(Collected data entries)
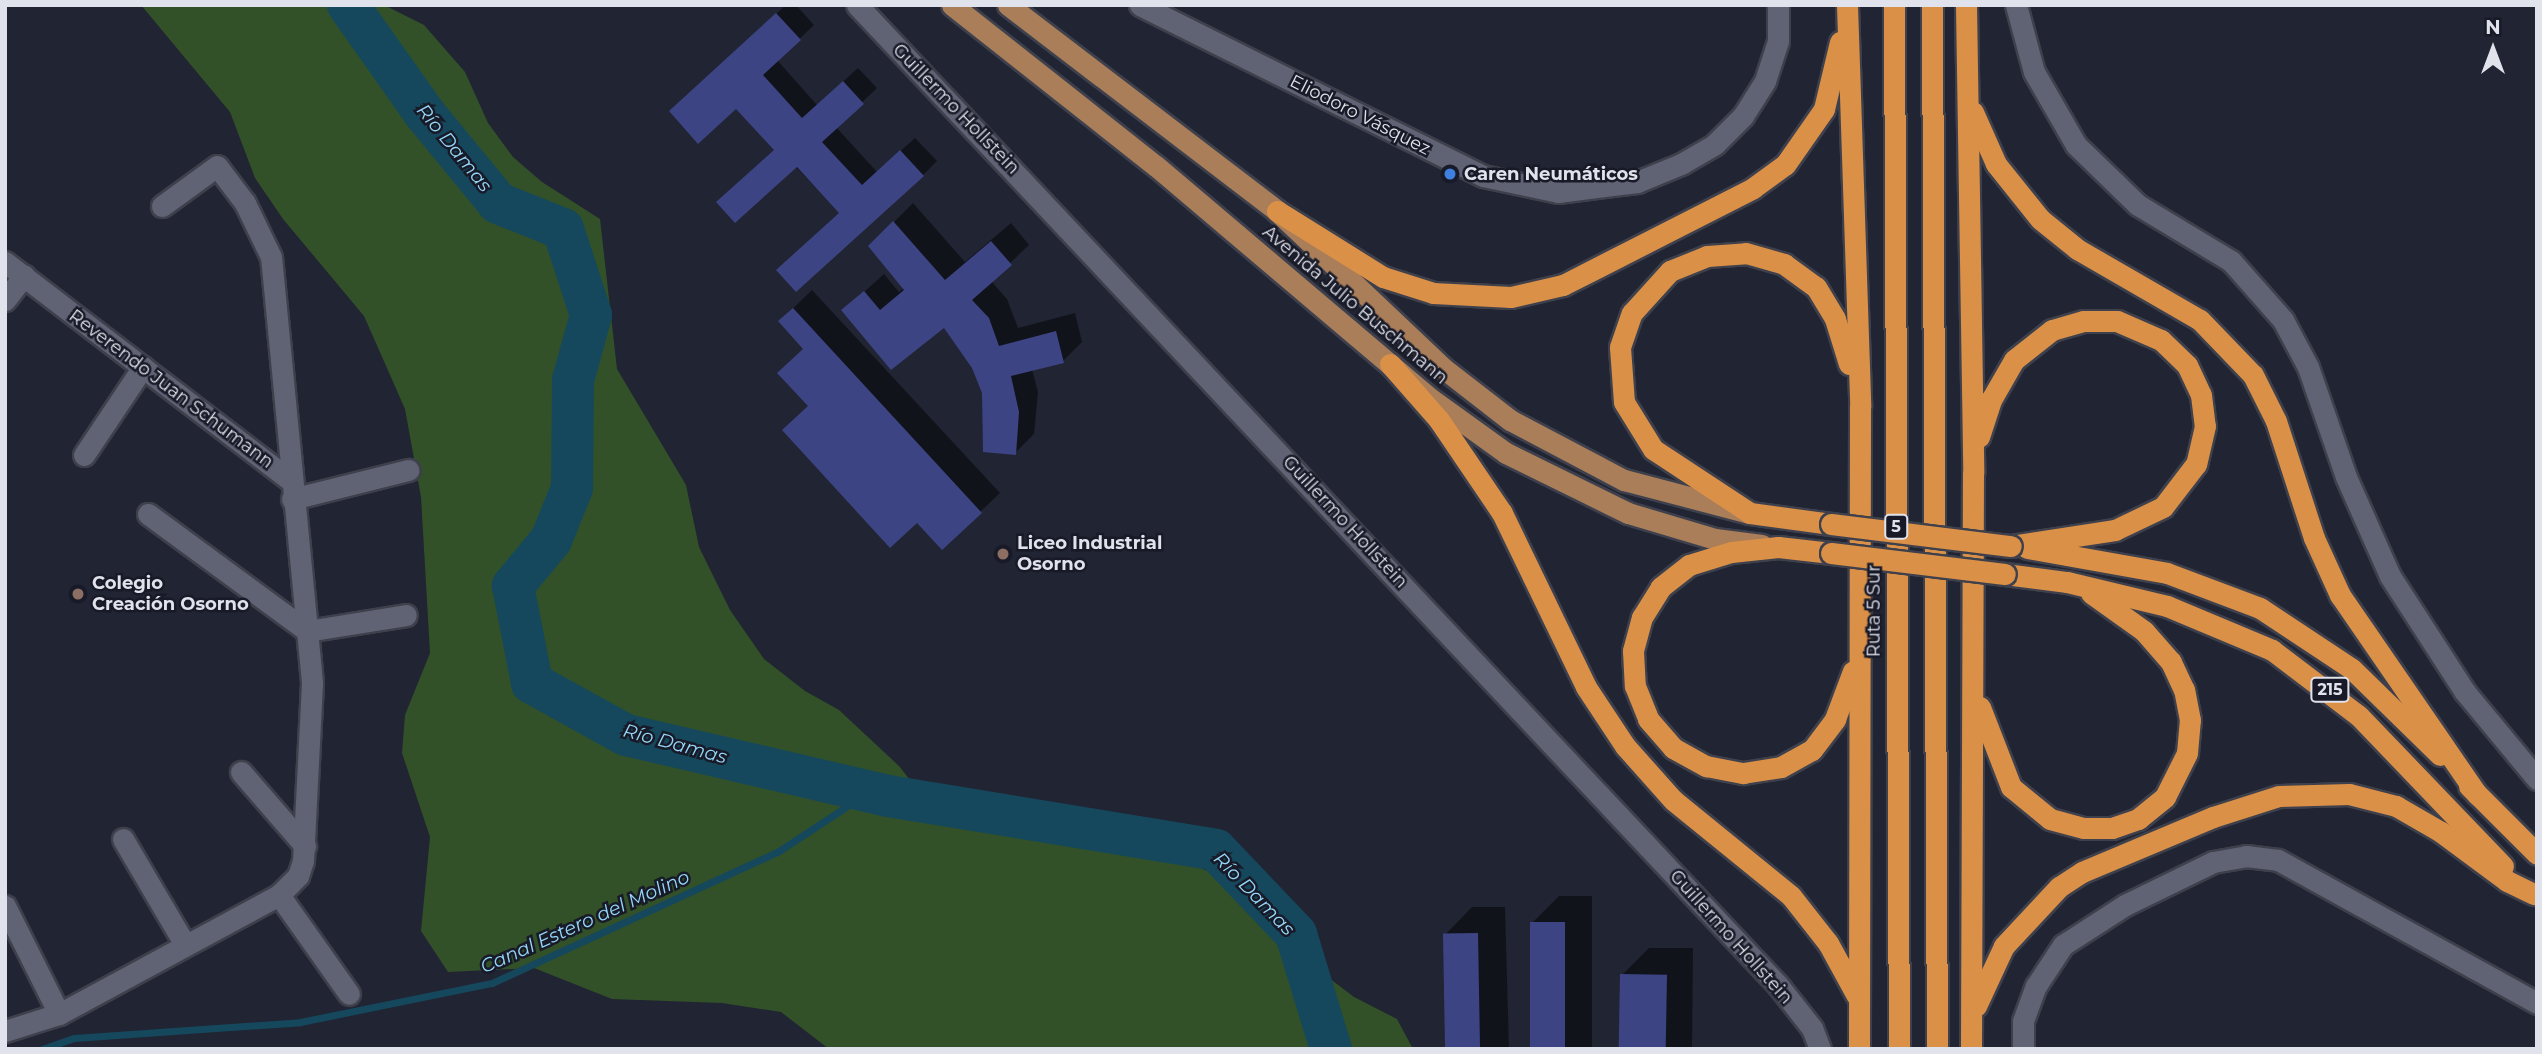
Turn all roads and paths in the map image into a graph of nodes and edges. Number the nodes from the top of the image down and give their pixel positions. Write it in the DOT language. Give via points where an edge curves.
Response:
graph roads {
  1 [pos="857,5"];
  2 [pos="952,5"];
  3 [pos="1008,5"];
  4 [pos="1140,5"];
  5 [pos="1778,5"];
  6 [pos="1846,5"];
  7 [pos="1894,5"];
  8 [pos="1933,5"];
  9 [pos="1966,5"];
  10 [pos="2016,5"];
  11 [pos="1967,90"];
  12 [pos="162,206"];
  13 [pos="1277,211"];
  14 [pos="5,262"];
  15 [pos="24,276"];
  16 [pos="5,300"];
  17 [pos="1390,364"];
  18 [pos="143,367"];
  19 [pos="1860,407"];
  20 [pos="84,455"];
  21 [pos="408,470"];
  22 [pos="1973,473"];
  23 [pos="291,489"];
  24 [pos="1751,513"];
  25 [pos="148,514"];
  26 [pos="2011,546"];
  27 [pos="1778,547"];
  28 [pos="2067,582"];
  29 [pos="406,615"];
  30 [pos="307,632"];
  31 [pos="1859,640"];
  32 [pos="1973,676"];
  33 [pos="242,772"];
  34 [pos="2537,779"];
  35 [pos="2477,794"];
  36 [pos="122,839"];
  37 [pos="305,846"];
  38 [pos="2537,853"];
  39 [pos="279,895"];
  40 [pos="2535,895"];
  41 [pos="5,906"];
  42 [pos="184,943"];
  43 [pos="349,994"];
  44 [pos="1859,1000"];
  45 [pos="2537,1003"];
  46 [pos="59,1014"];
  47 [pos="1970,1021"];
  48 [pos="5,1031"];
  49 [pos="1820,1049"];
  50 [pos="1859,1049"];
  51 [pos="1899,1049"];
  52 [pos="1937,1049"];
  53 [pos="1971,1049"];
  54 [pos="2022,1049"];
  1 -- 49 [label="street, Guillermo Hollstein" via="1778,985 1812,1028"];
  2 -- 17 [label="main road, Avenida Julio Buschmann" via="1156,166"];
  3 -- 13 [label="main road, Avenida Julio Buschmann"];
  4 -- 5 [label="street, Eliodoro Vásquez" via="1483,176 1558,192 1637,181 1682,164 1715,144 1743,116 1765,81 1778,41"];
  6 -- 13 [label="highway" via="1824,110 1785,165 1753,188 1563,285 1484,299 1433,293 1383,276"];
  6 -- 19 [label="highway"];
  7 -- 51 [label="highway, Ruta 5 Sur / 5"];
  8 -- 52 [label="highway, 5"];
  9 -- 11 [label="highway"];
  10 -- 34 [label="street" via="2034,72 2076,145 2138,205 2231,261 2283,320 2308,368 2346,477 2390,576 2444,664"];
  11 -- 22 [label="highway"];
  11 -- 35 [label="highway" via="1996,164 2040,219 2077,249 2200,320 2253,376 2276,421 2314,538 2340,595"];
  12 -- 23 [label="street" via="217,166 245,203 271,257"];
  13 -- 24 [label="main road, Avenida Julio Buschmann" via="1443,368 1510,420 1624,480"];
  14 -- 15 [label="street, Reverendo Juan Schumann"];
  15 -- 16 [label="street"];
  15 -- 18 [label="street, Reverendo Juan Schumann"];
  17 -- 27 [label="main road, Avenida Julio Buschmann" via="1486,440 1587,496 1714,539"];
  17 -- 44 [label="highway" via="1439,420 1502,513 1586,687 1625,746 1673,800 1791,896 1828,943"];
  18 -- 20 [label="street"];
  18 -- 23 [label="street, Reverendo Juan Schumann"];
  19 -- 24 [label="highway" via="1836,319 1816,287 1784,264 1746,253 1717,254 1688,262 1655,284 1625,330 1619,366 1624,402 1653,449"];
  19 -- 31 [label="highway"];
  21 -- 23 [label="street"];
  22 -- 26 [label="highway" via="1982,424 2001,379 2025,348 2052,330 2084,321 2133,326 2175,352 2197,380 2204,410 2202,445 2186,481 2163,507 2115,530"];
  22 -- 32 [label="highway"];
  23 -- 30 [label="street"];
  24 -- 26 [label="highway, Avenida Julio Buschmann, bridge"];
  25 -- 30 [label="street"];
  26 -- 35 [label="highway, 215" via="2166,573 2260,608 2352,669"];
  27 -- 28 [label="highway, 215, bridge"];
  27 -- 31 [label="highway" via="1705,558 1674,575 1650,601 1636,633 1633,669 1640,703 1660,735 1689,758 1724,771 1762,772 1798,759 1835,719 1852,677"];
  28 -- 32 [label="highway" via="2125,614 2162,650 2179,676 2188,704 2190,737 2182,768 2165,797 2138,819 2098,829 2066,825 2035,810 2003,773"];
  28 -- 40 [label="highway, 215" via="2215,622 2299,667 2359,716 2444,808"];
  29 -- 30 [label="street"];
  30 -- 37 [label="street" via="312,682"];
  31 -- 44 [label="highway"];
  32 -- 47 [label="highway"];
  33 -- 37 [label="street"];
  35 -- 38 [label="highway, 215"];
  36 -- 42 [label="street"];
  37 -- 39 [label="street" via="298,876"];
  39 -- 42 [label="street"];
  39 -- 43 [label="street"];
  40 -- 47 [label="highway" via="2396,806 2337,793 2279,796 2213,817 2082,872 2059,887 2004,946"];
  41 -- 46 [label="street"];
  42 -- 46 [label="street"];
  44 -- 50 [label="highway"];
  45 -- 54 [label="street" via="2278,860 2246,856 2213,862 2125,905 2063,945 2036,986 2023,1021"];
  46 -- 48 [label="street"];
  47 -- 53 [label="highway"];
}
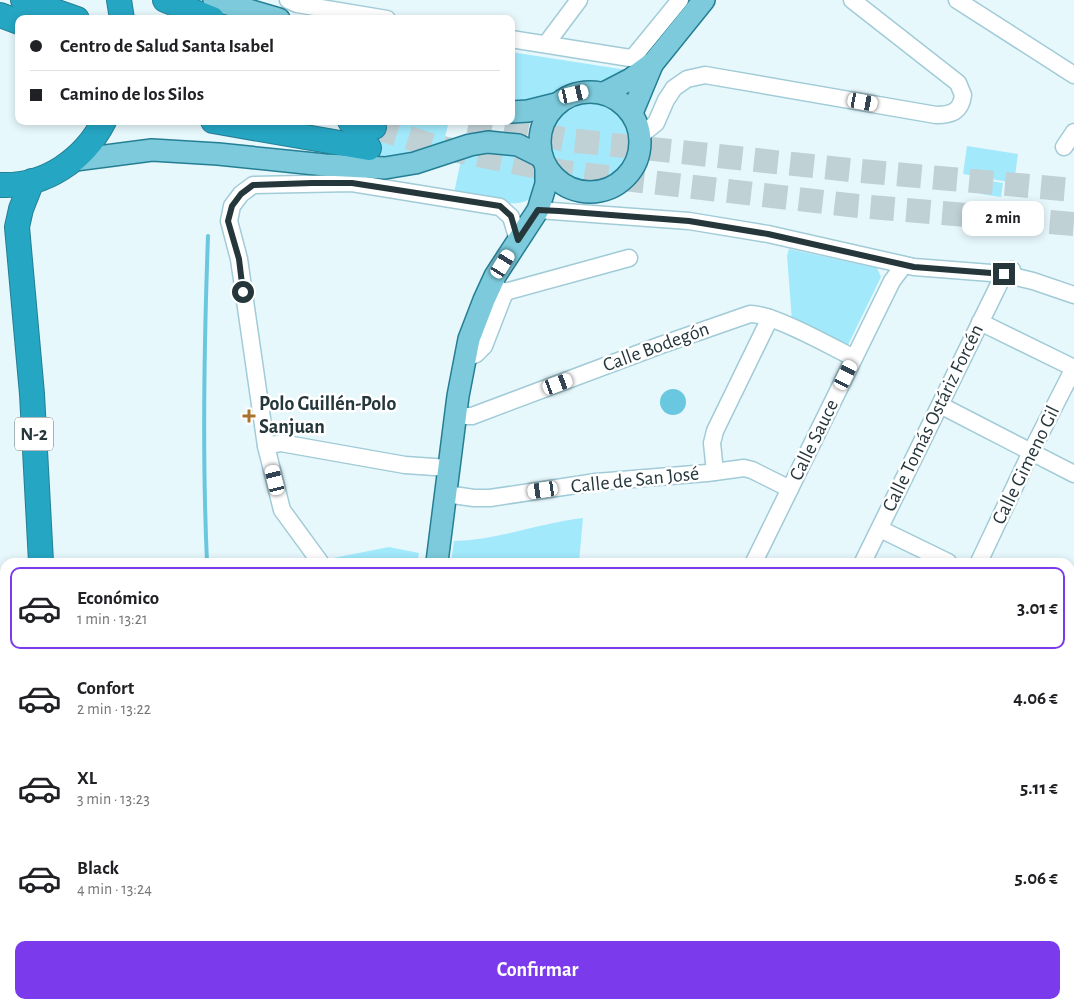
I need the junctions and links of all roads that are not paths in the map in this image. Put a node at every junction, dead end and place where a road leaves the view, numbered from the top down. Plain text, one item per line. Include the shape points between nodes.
1 (23, 0) edge
2 (165, 0) edge
3 (214, 0) edge
4 (288, 0) edge
5 (579, 0) edge
6 (680, 0) edge
7 (704, 0) edge
8 (852, 0) edge
9 (957, 0) edge
10 (259, 6) edge
11 (0, 15) edge
12 (66, 15) edge
13 (202, 15) edge
14 (272, 15) edge
15 (364, 15) edge
16 (15, 21) edge
17 (515, 40) edge
18 (546, 44) junction
19 (654, 62) junction
20 (1074, 75) edge
21 (604, 93) junction
22 (556, 104) junction
23 (515, 112) edge
24 (632, 113) junction
25 (253, 125) edge
26 (356, 125) edge
27 (101, 127) edge
28 (1074, 132) edge
29 (640, 136) junction
30 (1064, 148) dead end
31 (75, 160) junction
32 (544, 162) junction
33 (32, 182) junction
34 (0, 186) edge
35 (577, 191) junction
36 (538, 210) junction
37 (518, 240) junction
38 (630, 258) dead end
39 (904, 265) junction
40 (1004, 274) junction
41 (1074, 285) edge
42 (497, 288) junction
43 (1074, 295) edge
44 (770, 318) junction
45 (980, 322) junction
46 (854, 358) junction
47 (1074, 368) edge
48 (940, 405) junction
49 (455, 416) junction
50 (266, 446) junction
51 (1031, 452) junction
52 (449, 468) junction
53 (716, 472) junction
54 (1074, 474) edge
55 (790, 489) junction
56 (446, 494) junction
57 (880, 529) junction
58 (41, 558) edge
59 (317, 558) edge
60 (438, 558) edge
61 (756, 558) edge
62 (865, 558) edge
63 (940, 558) edge
64 (981, 558) edge
65 (0, 620) edge
66 (0, 751) edge

1 - 12 highway
2 - 13 highway
3 - 10 main road
4 - 15 street
5 - 18 street
6 - 18 street via 630,58
7 - 19 main road
8 - 29 street via 958,83 963,95 960,108 947,115 936,114 705,75 687,79 674,88 656,123
9 - 20 street
10 - 14 main road
11 - 16 highway
17 - 18 street
19 - 21 main road via 632,79
19 - 24 main road
21 - 22 main road via 584,91
21 - 24 main road via 617,98
22 - 23 main road
22 - 32 main road via 541,128 540,147
24 - 29 main road
25 - 26 highway via 372,137
27 - 31 highway
28 - 30 street
29 - 35 main road via 635,164 623,180 597,192
31 - 32 main road via 152,150 385,168 415,163 470,145 504,142 518,145
31 - 33 highway
32 - 35 main road via 560,182
32 - 36 main road via 546,184
33 - 34 highway
33 - 58 highway, N-2 via 17,227 33,412
35 - 36 main road
36 - 37 main road
36 - 39 street via 689,221 768,234
37 - 42 main road
37 - 50 street via 511,216 500,206 352,183 258,184 248,187 232,206 228,221 239,259
38 - 42 street
39 - 40 street
39 - 46 street, Calle Sauce via 892,281
40 - 41 street via 1028,270
40 - 43 street
40 - 45 street, Calle Tomás Ostáriz Forcén
42 - 49 main road via 476,320 464,359
44 - 46 street, Calle Bodegón
44 - 49 street, Calle Bodegón via 748,315 472,416
44 - 53 street via 715,432 712,443
45 - 47 street
45 - 48 street, Calle Tomás Ostáriz Forcén
46 - 55 street, Calle Sauce
47 - 51 street, Calle Gimeno Gil
48 - 51 street
48 - 57 street, Calle Tomás Ostáriz Forcén
49 - 52 main road
50 - 52 street via 281,443 406,465
50 - 59 street via 282,510
51 - 54 street
51 - 64 street, Calle Gimeno Gil
52 - 56 main road
53 - 55 street, Calle de San José via 748,468
53 - 56 street, Calle de San José via 603,482 490,498
55 - 61 street, Calle Sauce
56 - 60 main road
57 - 62 street, Calle Tomás Ostáriz Forcén
57 - 63 street
65 - 66 highway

**Task instructions:**
For every line in the data above that has the string "roads", return that line.

**Answer box:**
Turn all roads and paths in the map image into a graph of nodes and edges. Number the nodes from the top of the image down and give their pixel positions. Write it in the DOT language. Give via points where an edge curves.
graph roads {
I need the junctions and links of all roads that are not paths in the map in this image. Put a node at every junction, dead end and place where a road leaves the view, numbered from the top down. Plain text, one item per line. Include the shape points between nodes.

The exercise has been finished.